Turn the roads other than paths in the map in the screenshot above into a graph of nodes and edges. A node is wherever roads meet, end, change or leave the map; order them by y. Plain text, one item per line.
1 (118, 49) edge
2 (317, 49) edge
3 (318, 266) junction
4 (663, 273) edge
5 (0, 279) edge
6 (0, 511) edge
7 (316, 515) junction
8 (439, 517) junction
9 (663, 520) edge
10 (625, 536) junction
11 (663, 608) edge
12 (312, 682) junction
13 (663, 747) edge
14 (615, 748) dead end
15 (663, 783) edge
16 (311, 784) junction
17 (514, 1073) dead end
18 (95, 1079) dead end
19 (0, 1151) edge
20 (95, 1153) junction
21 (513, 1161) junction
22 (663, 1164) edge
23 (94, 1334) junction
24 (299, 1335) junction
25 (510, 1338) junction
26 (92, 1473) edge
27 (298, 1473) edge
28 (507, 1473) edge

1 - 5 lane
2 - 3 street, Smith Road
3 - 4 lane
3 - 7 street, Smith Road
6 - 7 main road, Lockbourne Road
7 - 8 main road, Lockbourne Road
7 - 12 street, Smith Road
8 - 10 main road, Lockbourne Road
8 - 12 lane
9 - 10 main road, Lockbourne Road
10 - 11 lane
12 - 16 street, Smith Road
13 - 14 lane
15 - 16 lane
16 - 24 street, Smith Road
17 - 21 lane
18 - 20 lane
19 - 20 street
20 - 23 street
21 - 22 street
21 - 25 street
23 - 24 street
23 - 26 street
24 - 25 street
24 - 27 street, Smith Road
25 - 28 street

--

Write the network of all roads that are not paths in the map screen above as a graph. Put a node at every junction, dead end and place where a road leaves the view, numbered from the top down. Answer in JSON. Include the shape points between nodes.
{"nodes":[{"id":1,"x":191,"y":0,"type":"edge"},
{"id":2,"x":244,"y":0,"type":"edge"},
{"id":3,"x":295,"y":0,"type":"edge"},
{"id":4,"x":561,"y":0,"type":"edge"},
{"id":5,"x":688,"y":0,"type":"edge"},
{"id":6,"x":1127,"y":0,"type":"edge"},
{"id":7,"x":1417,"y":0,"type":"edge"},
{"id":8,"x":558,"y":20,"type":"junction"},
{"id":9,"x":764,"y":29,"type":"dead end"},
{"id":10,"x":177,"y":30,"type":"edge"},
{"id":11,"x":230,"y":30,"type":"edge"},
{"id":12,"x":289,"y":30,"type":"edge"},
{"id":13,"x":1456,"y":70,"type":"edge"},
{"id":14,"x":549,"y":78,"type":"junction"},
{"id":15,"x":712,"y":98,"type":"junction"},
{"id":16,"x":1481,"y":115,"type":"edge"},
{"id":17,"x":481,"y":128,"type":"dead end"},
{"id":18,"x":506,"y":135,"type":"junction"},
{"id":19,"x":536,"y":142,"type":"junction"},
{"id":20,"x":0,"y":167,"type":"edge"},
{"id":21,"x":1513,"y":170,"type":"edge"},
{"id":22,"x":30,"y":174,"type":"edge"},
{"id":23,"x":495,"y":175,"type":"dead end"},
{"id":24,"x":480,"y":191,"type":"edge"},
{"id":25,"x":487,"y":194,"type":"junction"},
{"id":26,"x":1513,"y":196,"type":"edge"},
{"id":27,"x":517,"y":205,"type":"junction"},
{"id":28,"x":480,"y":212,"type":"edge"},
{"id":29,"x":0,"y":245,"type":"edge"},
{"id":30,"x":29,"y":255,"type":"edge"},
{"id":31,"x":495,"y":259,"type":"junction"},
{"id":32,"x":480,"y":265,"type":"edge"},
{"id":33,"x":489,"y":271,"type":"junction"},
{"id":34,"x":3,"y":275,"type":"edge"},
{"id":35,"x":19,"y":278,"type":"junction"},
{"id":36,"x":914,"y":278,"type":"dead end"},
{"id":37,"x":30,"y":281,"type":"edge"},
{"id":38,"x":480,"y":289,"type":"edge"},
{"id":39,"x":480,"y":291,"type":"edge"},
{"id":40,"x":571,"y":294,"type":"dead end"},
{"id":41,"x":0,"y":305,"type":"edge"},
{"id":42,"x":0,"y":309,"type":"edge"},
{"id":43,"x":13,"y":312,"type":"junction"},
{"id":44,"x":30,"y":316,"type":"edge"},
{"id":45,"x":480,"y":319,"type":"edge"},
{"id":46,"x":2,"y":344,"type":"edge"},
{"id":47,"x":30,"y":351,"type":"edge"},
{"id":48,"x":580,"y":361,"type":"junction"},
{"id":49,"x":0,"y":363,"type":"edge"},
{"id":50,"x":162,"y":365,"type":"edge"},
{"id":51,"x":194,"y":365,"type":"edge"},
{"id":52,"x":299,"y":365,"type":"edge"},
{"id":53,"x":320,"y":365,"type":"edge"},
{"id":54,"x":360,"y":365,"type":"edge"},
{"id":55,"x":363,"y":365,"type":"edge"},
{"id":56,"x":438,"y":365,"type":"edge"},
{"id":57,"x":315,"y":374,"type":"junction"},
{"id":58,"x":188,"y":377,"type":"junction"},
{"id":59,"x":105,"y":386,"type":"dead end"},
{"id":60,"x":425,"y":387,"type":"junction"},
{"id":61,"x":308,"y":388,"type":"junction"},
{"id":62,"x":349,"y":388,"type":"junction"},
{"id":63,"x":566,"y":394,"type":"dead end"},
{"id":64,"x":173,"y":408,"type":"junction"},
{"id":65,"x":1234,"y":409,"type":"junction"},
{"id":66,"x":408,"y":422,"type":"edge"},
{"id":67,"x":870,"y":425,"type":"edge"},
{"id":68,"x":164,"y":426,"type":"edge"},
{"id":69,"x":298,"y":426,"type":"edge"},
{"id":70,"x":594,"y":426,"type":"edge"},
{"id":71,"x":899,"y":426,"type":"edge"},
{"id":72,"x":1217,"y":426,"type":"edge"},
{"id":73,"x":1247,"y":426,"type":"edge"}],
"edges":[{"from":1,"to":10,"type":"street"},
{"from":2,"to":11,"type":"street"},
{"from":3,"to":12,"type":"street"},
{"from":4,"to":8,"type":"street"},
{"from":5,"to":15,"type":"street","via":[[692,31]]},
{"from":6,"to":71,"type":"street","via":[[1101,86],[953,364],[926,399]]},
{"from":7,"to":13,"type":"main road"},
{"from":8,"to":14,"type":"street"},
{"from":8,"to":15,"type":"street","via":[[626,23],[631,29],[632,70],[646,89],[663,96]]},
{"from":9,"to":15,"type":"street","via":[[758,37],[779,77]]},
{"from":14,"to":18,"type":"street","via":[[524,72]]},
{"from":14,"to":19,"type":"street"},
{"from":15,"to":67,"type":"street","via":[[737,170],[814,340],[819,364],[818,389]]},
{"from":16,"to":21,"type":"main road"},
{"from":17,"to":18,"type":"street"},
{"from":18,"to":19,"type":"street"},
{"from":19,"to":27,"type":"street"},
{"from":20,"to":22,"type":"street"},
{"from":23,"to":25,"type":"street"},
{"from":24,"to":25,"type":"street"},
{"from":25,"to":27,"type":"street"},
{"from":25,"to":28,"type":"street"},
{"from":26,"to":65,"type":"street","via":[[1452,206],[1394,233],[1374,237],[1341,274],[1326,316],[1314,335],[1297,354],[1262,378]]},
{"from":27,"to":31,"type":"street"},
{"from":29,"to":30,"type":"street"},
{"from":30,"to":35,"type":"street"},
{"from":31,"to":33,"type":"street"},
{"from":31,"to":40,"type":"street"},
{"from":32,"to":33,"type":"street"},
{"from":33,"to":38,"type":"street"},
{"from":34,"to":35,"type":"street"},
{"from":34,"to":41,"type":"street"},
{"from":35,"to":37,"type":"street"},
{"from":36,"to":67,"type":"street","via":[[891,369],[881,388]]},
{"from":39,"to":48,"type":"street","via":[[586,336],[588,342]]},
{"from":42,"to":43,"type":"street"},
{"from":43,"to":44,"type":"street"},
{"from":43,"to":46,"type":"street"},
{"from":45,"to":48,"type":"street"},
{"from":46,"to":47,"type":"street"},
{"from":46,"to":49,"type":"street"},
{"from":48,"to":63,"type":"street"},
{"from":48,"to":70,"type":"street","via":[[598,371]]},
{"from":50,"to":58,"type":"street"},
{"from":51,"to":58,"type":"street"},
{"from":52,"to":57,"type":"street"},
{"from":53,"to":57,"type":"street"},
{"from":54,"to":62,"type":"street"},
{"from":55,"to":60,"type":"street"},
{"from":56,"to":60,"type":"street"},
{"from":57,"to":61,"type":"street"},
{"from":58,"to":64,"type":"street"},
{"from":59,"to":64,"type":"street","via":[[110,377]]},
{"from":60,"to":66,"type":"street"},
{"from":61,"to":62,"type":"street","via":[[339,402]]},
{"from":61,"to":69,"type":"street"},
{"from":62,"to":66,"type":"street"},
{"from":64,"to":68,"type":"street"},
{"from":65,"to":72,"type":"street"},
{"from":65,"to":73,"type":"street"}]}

--

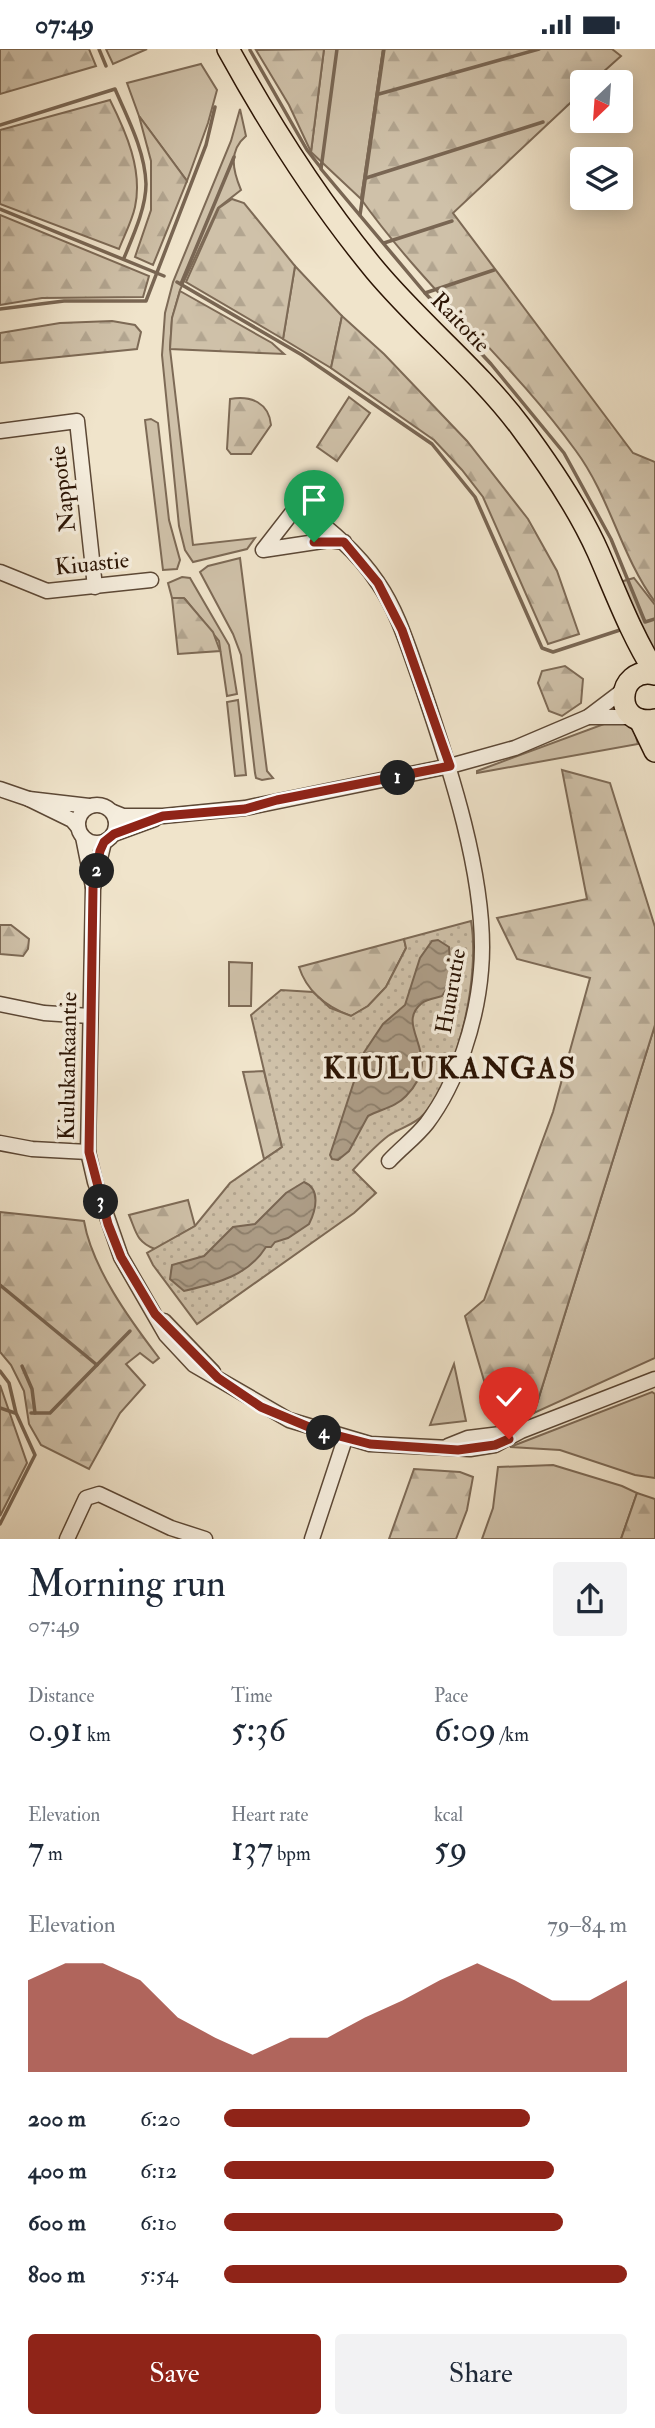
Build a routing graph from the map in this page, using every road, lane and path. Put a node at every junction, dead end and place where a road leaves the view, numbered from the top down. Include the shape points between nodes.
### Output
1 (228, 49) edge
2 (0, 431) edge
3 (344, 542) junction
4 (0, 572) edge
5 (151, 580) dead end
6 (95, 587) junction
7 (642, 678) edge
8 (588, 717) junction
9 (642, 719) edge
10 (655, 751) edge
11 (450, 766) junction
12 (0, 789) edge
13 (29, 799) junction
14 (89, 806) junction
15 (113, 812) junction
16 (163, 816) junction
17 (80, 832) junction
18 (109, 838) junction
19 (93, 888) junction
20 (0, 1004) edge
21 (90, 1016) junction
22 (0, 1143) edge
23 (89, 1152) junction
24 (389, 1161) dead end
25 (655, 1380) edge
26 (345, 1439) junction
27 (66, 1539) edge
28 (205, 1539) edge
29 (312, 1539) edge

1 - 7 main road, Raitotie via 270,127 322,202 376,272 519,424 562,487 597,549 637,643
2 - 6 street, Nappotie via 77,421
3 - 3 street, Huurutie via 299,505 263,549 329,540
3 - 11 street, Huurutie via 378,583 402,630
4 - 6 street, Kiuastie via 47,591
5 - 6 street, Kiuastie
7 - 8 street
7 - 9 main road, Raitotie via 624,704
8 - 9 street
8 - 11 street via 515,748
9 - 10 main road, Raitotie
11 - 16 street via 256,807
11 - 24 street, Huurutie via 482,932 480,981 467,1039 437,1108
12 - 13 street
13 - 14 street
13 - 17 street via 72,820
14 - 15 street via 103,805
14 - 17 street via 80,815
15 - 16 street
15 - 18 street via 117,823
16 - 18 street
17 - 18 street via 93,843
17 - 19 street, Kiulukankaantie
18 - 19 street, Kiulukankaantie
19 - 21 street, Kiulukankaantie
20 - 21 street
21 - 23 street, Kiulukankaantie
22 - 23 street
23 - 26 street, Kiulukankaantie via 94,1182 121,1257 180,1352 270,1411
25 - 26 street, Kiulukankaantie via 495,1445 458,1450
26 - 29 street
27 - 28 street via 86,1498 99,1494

--

ACTION ITEM:
For each line above that contains the word "every", give the line as it is written.

SOLUTION FOR THIS PROBLEM:
Write the network of all roads that are not paths in the map screen above as a graph. Put a node at every junction, dead end and place where a road leaves the view, numbered from the top down. Answer in JSON. Include the shape points between nodes.
Build a routing graph from the map in this page, using every road, lane and path. Put a node at every junction, dead end and place where a road leaves the view, numbered from the top down. Include the shape points between nodes.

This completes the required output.